«Nous allons de l’avant et voulons assurer notre sécurité énergétique en misant sur le nucléaire. Avec ou sans vous.» Cette déclaration sans aucune ambiguïté a été faite la semaine dernière lors d’un entretien entre stratèges indiens et américains au sein d’un centre de recherche politique à New Delhi. Pour son auteur, un militaire retraité de haut rang, et qui a l’écoute du pouvoir, l’Inde entend satisfaire 25% de ses besoins énergétiques par l’atome d’ici à quarante ans, contre 3% actuellement.

Coopération nucléaire

Le nucléaire sera l’un des thèmes qui domineront les conversations entre le premier ministre indien, Manmohan Singh, et le président Barack Obama ce mardi à la Maison-Blanche. Tout un symbole. C’est au chef du gouvernement indien que revient l’honneur d’effectuer la première visite d’Etat aux Etats-Unis depuis l’installation de l’administration démocrate.

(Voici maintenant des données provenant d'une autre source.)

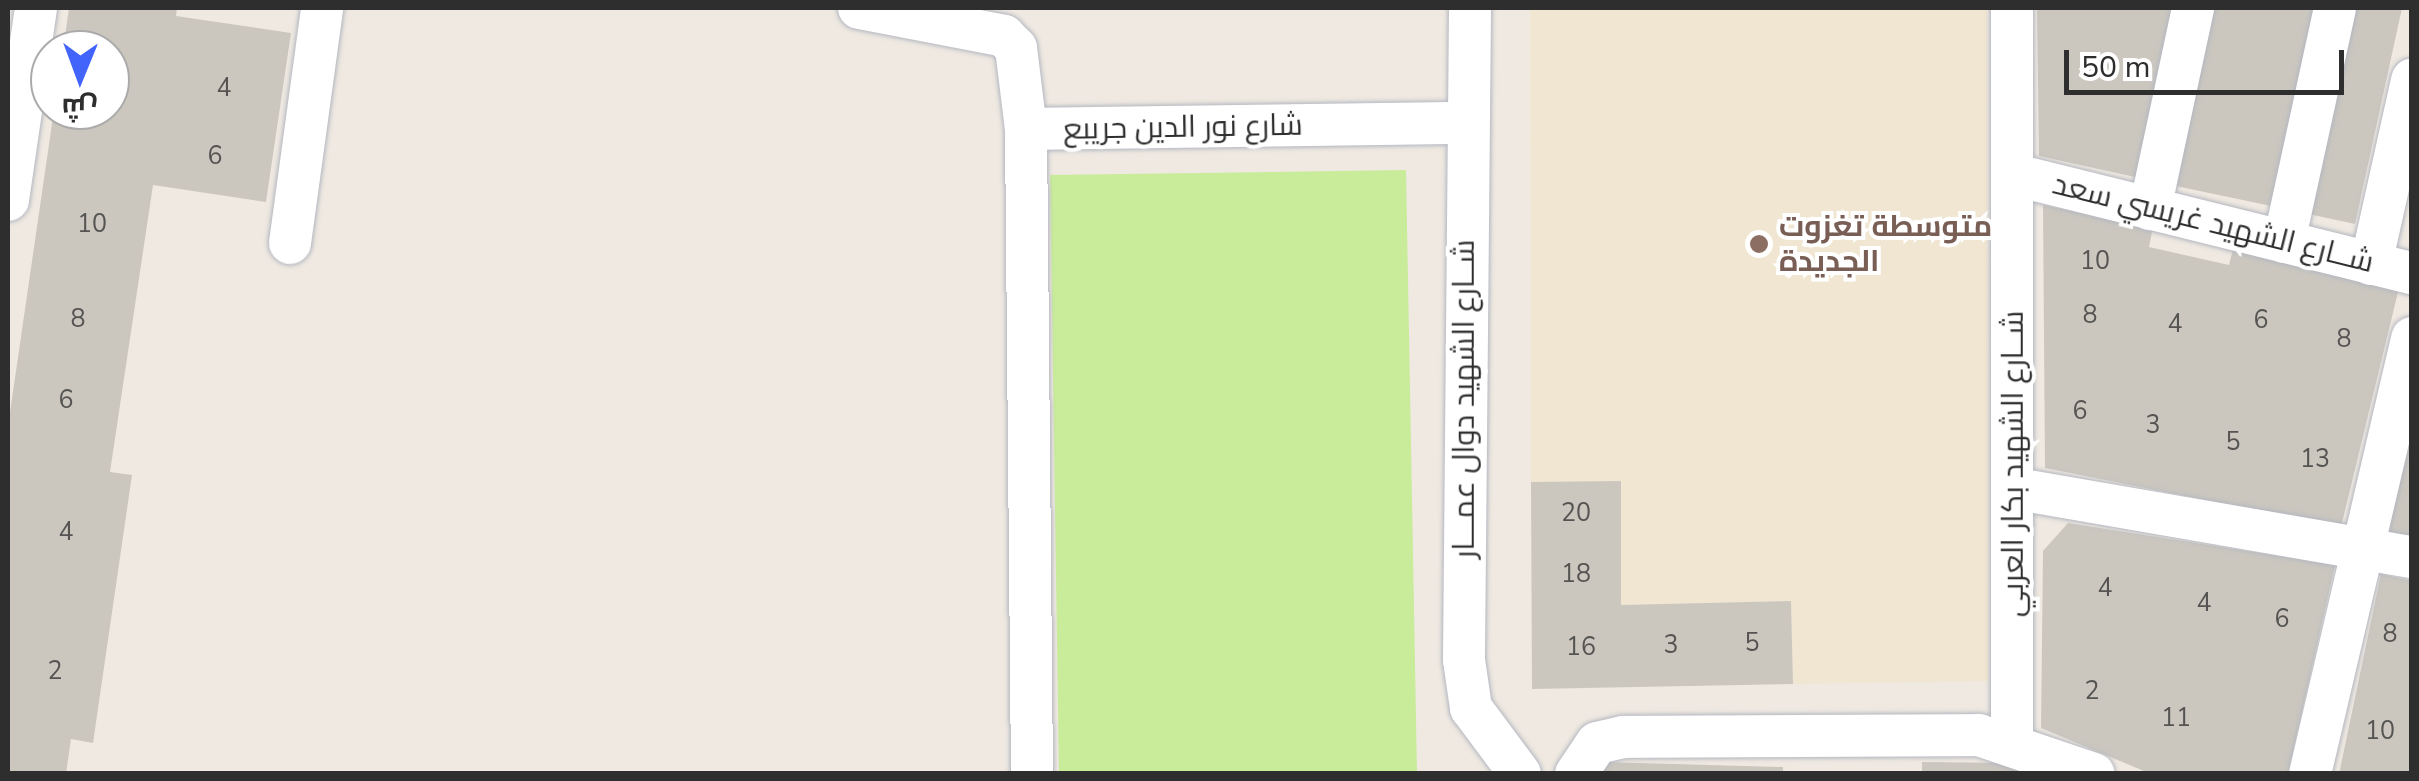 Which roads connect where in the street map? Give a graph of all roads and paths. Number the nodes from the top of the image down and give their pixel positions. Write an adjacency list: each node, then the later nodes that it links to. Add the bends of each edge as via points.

L’an dernier, après trente-quatre années d’embargo sur l’exportation des technologies sensibles vers l’Inde, Washington a desserré l’étau en signant un accord de coopération nucléaire. Mais les premiers échanges n’ont toujours pas eu lieu.

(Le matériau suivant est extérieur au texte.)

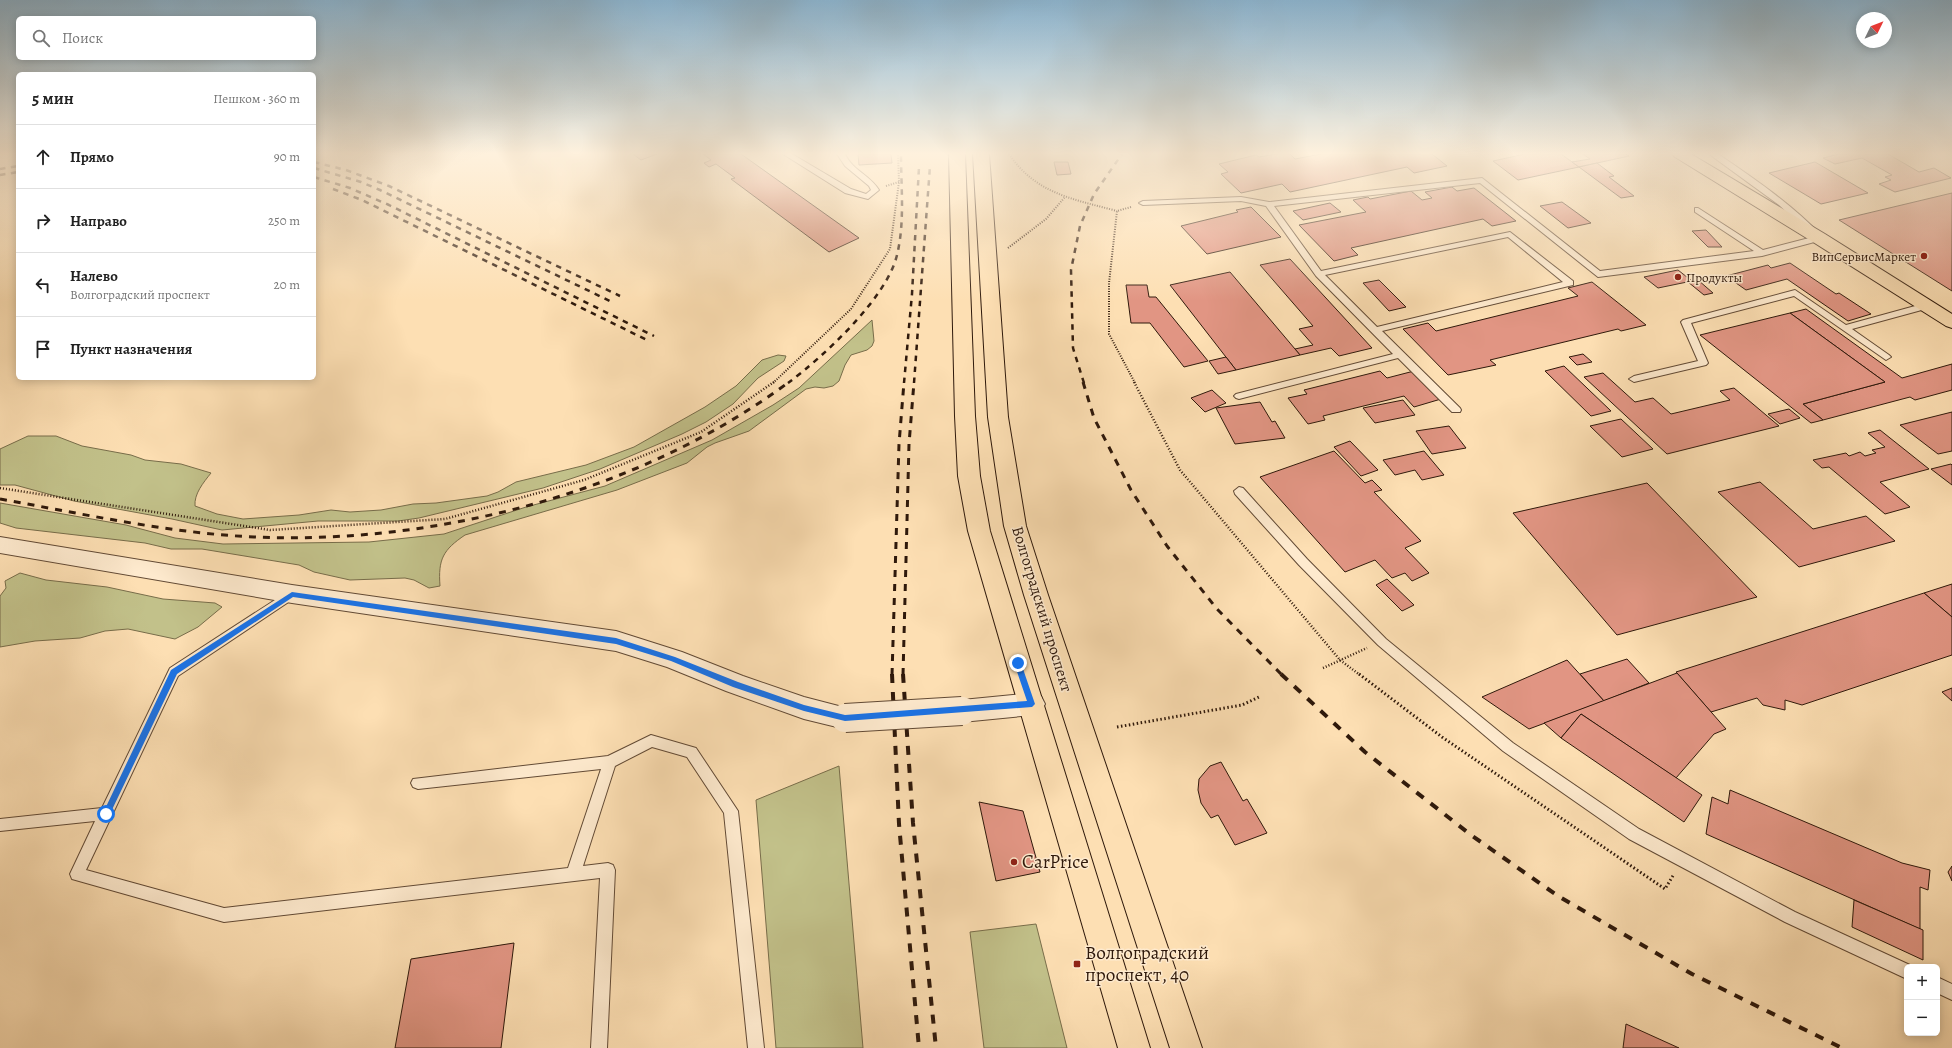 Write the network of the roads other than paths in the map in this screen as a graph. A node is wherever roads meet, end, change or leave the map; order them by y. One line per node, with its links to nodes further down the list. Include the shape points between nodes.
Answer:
1 (958, 203): 24 (main road, via 969,476 979,531)
2 (984, 203): 36 (main road, Волгоградский проспект, via 998,417 1015,526 1040,609)
3 (1263, 203): 7 (lane)
4 (1279, 203): 7 (lane)
5 (1510, 203): 10 (lane, via 1598,274)
6 (1772, 203): 9 (main road)
7 (1269, 204): 11 (lane)
8 (1698, 210): 10 (lane)
9 (1819, 238): 10 (lane); 12 (main road)
10 (1762, 253)
11 (1319, 274): 15 (lane); 15 (lane, via 1510,234 1570,283)
12 (1926, 306): 13 (main road); 14 (lane)
13 (1952, 322)
14 (1845, 328): 17 (lane); 18 (lane, via 1795,293 1686,322 1703,363)
15 (1374, 330): 16 (lane)
16 (1400, 354): 19 (lane); 20 (lane)
17 (1886, 357)
18 (1634, 379)
19 (1239, 396)
20 (1456, 410)
21 (1239, 491): 30 (lane, via 1303,562 1382,642 1508,747 1634,834 1790,917)
22 (0, 544): 23 (street)
23 (292, 594): 24 (street, bridge, via 616,641 673,659 797,706 845,718); 27 (lane, via 174,672)
24 (1032, 704): 35 (main road)
25 (610, 762): 26 (lane); 29 (lane); 34 (lane, via 651,741 691,752 731,811)
26 (418, 783)
27 (106, 814): 28 (lane); 29 (lane, via 77,874 224,915)
28 (0, 824)
29 (573, 874): 33 (lane, via 608,870)
30 (1904, 970)
31 (1940, 986): 32 (lane)
32 (1952, 992)
33 (599, 1048)
34 (756, 1048)
35 (1134, 1048)
36 (1186, 1048)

L’embargo avait été imposé en 1974, en pleine Guerre froide. L’Inde, alliée de l’Union soviétique, avait développé la bombe atomique et effectué un test dans le désert du Thar, dans le Rajasthan. Depuis, Washington a aidé financièrement le Pakistan, rival historique de New Delhi, à développer l’arme de destruction massive.

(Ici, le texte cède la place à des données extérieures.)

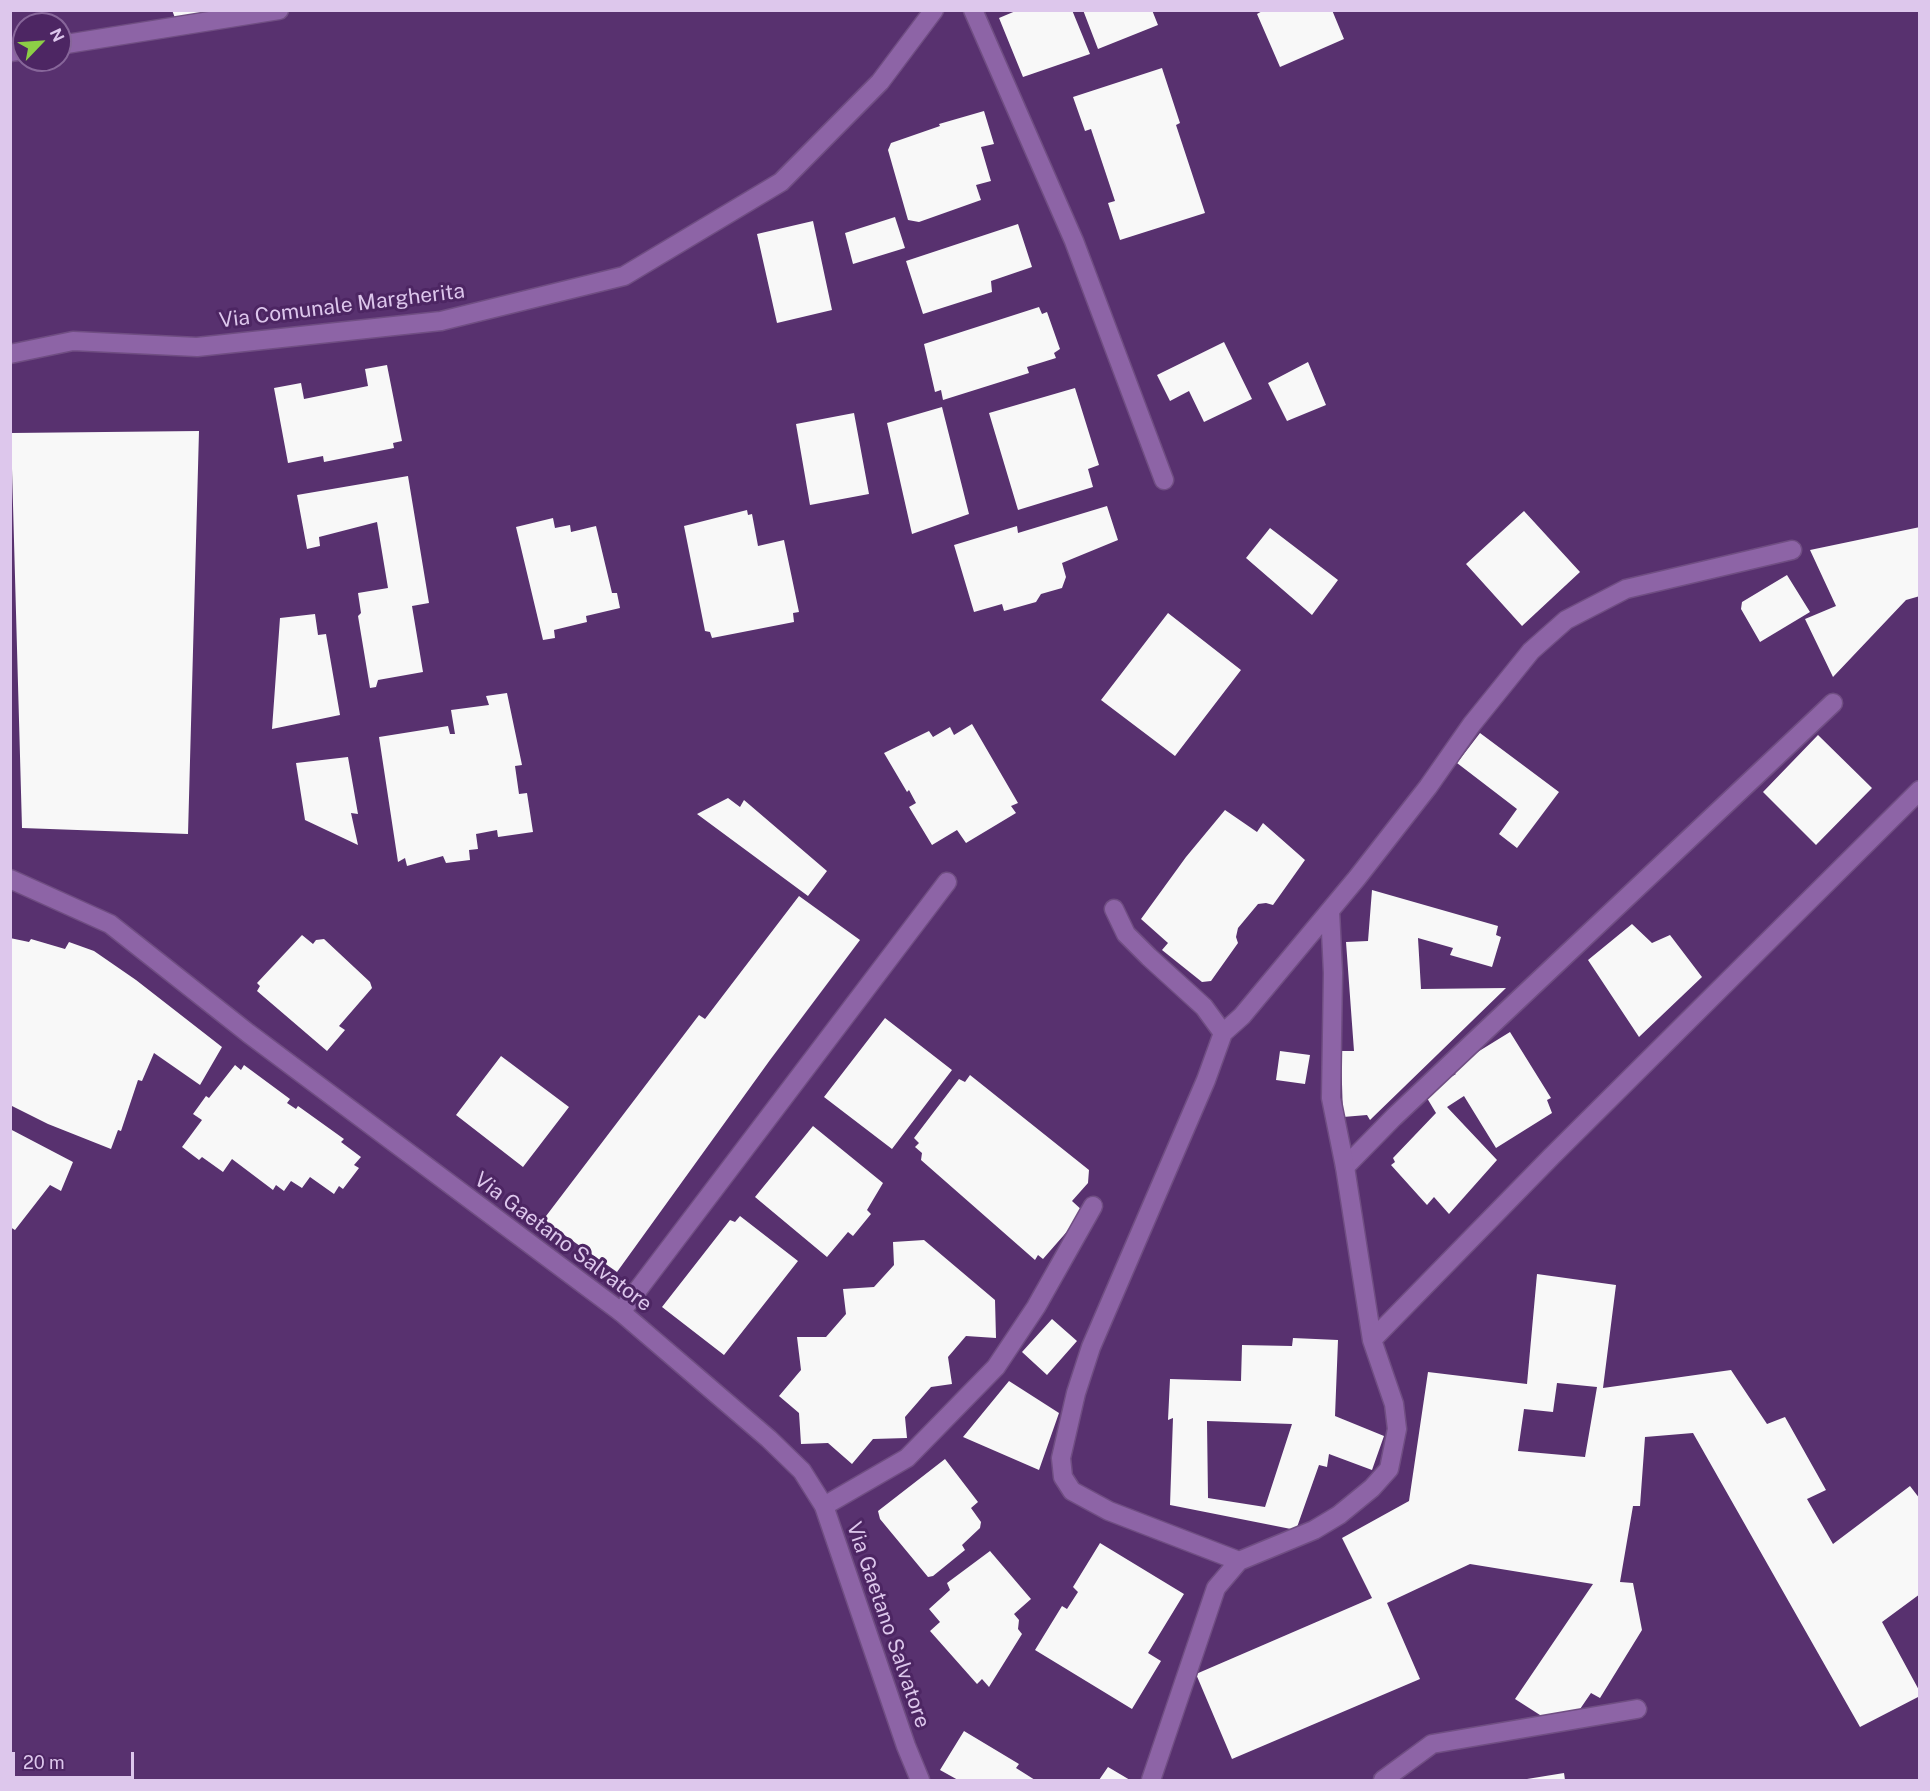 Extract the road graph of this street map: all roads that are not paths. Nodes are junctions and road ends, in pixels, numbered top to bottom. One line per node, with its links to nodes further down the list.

Le rapprochement récent entre les deux pays n’est pas un hasard. Les Etats-Unis ne voient pas d’un bon œil la montée en puissance de la Chine en Asie. L’Inde représente un contrepoids de valeur. Du reste, la détente indo-américaine n’est pas restée sans conséquences. Ces derniers mois, Pékin a rallumé un vieux conflit frontalier avec son voisin indien. La guerre des mots qui se joue à présent concerne un territoire dans l’Etat d’Arunachal Pradesh (nord).

Les Etats-Unis et l’Inde trouvent aussi un terrain d’entente dans la lutte contre le terrorisme. Au lendemain des attentats du 11 septembre 2001, New Delhi avait ouvert son espace aérien à l’armée américaine. Les services secrets des deux puissances ont collaboré pour traquer les responsables d’Al-Qaida cachés en Afghanistan.

«11 septembre» indien

Puis, l’Inde a aussi connu son propre «11 septembre». Il y a exactement une année, des terroristes frappaient Mumbai (Bombay), la capitale économique indienne, faisant 172 morts et plus de 300 blessés. Les Etats-Unis ont immédiatement prêté main-forte pour mener l’enquête. Ils sont même allés jusqu’à sermonner leur allié pakistanais pour une éventuelle collusion avec des terroristes.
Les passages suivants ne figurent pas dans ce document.